How FISA Section 702 Works
Section 702, reauthorized by Congress in 2024, allows the NSA and other agencies to collect communications of foreign targets without individual warrants. However, it includes protections for U.S. persons — American citizens and permanent residents are not supposed to be deliberately targeted. The problem is that automated systems often cannot distinguish a U.S. citizen using a VPN server in Frankfurt from an actual German national sending communications from the same city.
Executive Order 12333 goes even further — it governs collection of data outside the United States with even fewer legal constraints than Section 702. When an American's VPN traffic exits through a server in a foreign country, that traffic may fall under E.O. 12333 collection, where U.S. person protections are more limited.

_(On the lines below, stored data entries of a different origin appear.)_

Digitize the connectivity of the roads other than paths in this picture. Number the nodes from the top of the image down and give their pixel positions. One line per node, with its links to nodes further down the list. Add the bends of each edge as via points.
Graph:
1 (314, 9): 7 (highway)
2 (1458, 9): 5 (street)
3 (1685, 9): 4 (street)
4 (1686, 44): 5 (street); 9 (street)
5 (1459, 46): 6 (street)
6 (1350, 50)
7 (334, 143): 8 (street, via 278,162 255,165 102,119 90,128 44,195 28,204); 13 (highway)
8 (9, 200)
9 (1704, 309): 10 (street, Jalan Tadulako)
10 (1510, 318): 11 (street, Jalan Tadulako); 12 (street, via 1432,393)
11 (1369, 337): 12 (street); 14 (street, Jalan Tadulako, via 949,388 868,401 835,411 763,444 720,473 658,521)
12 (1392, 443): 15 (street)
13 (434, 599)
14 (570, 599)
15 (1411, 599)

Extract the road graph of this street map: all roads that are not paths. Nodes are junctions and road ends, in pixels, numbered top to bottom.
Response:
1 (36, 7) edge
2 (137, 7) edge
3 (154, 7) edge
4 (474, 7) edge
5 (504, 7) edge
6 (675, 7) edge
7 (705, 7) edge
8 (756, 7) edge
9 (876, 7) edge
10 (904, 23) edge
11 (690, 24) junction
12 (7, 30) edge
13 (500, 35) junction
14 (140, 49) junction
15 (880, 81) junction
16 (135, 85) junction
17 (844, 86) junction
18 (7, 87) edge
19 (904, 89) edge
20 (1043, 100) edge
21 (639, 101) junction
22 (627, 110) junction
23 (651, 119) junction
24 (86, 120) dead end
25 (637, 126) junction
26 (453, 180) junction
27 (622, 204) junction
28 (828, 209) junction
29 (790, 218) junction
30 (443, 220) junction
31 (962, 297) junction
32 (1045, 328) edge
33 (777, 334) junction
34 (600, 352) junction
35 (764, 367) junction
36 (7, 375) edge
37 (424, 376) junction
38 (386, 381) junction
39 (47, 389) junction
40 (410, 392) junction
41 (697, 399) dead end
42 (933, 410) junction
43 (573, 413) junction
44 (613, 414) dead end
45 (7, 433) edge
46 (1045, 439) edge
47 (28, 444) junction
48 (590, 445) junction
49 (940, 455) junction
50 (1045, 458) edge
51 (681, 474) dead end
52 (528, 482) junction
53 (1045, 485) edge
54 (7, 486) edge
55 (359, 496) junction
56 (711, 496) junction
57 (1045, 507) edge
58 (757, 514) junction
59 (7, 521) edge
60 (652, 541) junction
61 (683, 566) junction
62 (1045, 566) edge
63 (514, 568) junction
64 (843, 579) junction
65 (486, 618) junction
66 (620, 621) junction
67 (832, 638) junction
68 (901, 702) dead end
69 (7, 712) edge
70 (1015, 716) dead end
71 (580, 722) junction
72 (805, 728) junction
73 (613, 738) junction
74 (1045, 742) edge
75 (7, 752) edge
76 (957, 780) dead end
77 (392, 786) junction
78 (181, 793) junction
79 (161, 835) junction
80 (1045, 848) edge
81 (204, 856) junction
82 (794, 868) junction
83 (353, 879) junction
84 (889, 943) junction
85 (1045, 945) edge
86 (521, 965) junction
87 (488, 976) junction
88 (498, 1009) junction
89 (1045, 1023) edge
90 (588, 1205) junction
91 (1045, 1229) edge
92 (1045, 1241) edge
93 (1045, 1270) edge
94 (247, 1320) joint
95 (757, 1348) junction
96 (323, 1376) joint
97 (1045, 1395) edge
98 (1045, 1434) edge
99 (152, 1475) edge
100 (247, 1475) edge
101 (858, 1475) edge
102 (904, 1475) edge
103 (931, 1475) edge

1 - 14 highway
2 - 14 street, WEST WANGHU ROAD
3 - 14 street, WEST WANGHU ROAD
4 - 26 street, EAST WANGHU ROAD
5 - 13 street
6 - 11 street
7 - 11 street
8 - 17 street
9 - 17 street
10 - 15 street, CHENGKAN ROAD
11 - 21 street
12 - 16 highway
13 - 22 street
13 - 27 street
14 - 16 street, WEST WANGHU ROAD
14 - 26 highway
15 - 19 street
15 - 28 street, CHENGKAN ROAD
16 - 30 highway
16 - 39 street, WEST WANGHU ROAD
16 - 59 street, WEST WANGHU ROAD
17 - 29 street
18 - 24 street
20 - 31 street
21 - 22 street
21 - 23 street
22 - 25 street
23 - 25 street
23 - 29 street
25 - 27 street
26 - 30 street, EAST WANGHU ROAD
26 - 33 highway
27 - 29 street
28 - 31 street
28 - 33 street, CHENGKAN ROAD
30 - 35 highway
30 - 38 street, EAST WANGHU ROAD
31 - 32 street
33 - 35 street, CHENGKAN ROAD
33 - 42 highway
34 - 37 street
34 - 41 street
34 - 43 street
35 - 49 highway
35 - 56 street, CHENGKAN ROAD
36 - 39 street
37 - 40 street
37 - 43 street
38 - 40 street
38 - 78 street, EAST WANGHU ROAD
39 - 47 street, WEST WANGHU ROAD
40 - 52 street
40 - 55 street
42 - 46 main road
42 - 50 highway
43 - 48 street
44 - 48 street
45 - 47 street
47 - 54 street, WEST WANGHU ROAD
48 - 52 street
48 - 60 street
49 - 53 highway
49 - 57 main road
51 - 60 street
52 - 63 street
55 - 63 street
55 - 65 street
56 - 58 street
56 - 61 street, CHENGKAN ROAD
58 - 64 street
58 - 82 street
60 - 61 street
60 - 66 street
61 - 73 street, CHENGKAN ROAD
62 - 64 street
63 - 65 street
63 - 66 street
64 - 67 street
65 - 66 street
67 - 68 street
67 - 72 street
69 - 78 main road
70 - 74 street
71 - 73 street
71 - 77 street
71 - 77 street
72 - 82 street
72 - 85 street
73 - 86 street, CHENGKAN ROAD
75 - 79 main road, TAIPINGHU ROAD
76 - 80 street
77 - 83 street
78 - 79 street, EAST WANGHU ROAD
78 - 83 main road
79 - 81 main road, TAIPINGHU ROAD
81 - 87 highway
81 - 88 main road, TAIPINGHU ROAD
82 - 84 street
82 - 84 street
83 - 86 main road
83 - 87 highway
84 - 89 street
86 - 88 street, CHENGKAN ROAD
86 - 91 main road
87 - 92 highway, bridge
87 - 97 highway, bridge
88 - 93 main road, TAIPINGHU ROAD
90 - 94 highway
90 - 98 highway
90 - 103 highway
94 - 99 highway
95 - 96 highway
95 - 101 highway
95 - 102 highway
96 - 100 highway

The VPN Misclassification Problem
The technical issue is straightforward: intelligence collection systems look at the geographic origin of internet traffic. A VPN masks the user's real IP address and replaces it with the IP address of the VPN server — which is typically located in another country. Automated systems may then classify this traffic as originating abroad, potentially removing the constitutional protections that would otherwise apply.
According to the senators' letter, this creates a perverse situation: a U.S. citizen exercising their legal right to use privacy tools may inadvertently waive the legal protections designed to protect them from government surveillance. This concern is not theoretical — security researchers and civil liberties organizations have raised similar alarms for years.
Scope of the Problem
VPN usage in the United States has grown significantly in recent years. Tens of millions of Americans use VPN services for a range of legitimate purposes: protecting their data on public Wi-Fi, accessing streaming content, maintaining privacy from advertisers, and increasingly, as awareness of surveillance practices grows. If the senators' concerns are accurate, this means a very large number of Americans may currently be receiving fewer legal protections than they realize.
Implications for Privacy and Internet Freedom
The letter arrives at a moment when the relationship between privacy tools and government surveillance is under intense scrutiny worldwide. In this environment, the concern that using a VPN — a tool marketed specifically for privacy — could paradoxically expose users to greater government surveillance is particularly striking.
Civil liberties advocates note that this is exactly the kind of unintended consequence that arises when surveillance authorities designed for foreign intelligence collection are applied without adequate transparency or oversight. Users in the United States and abroad who rely on VPNs to protect their communications are watching this case closely.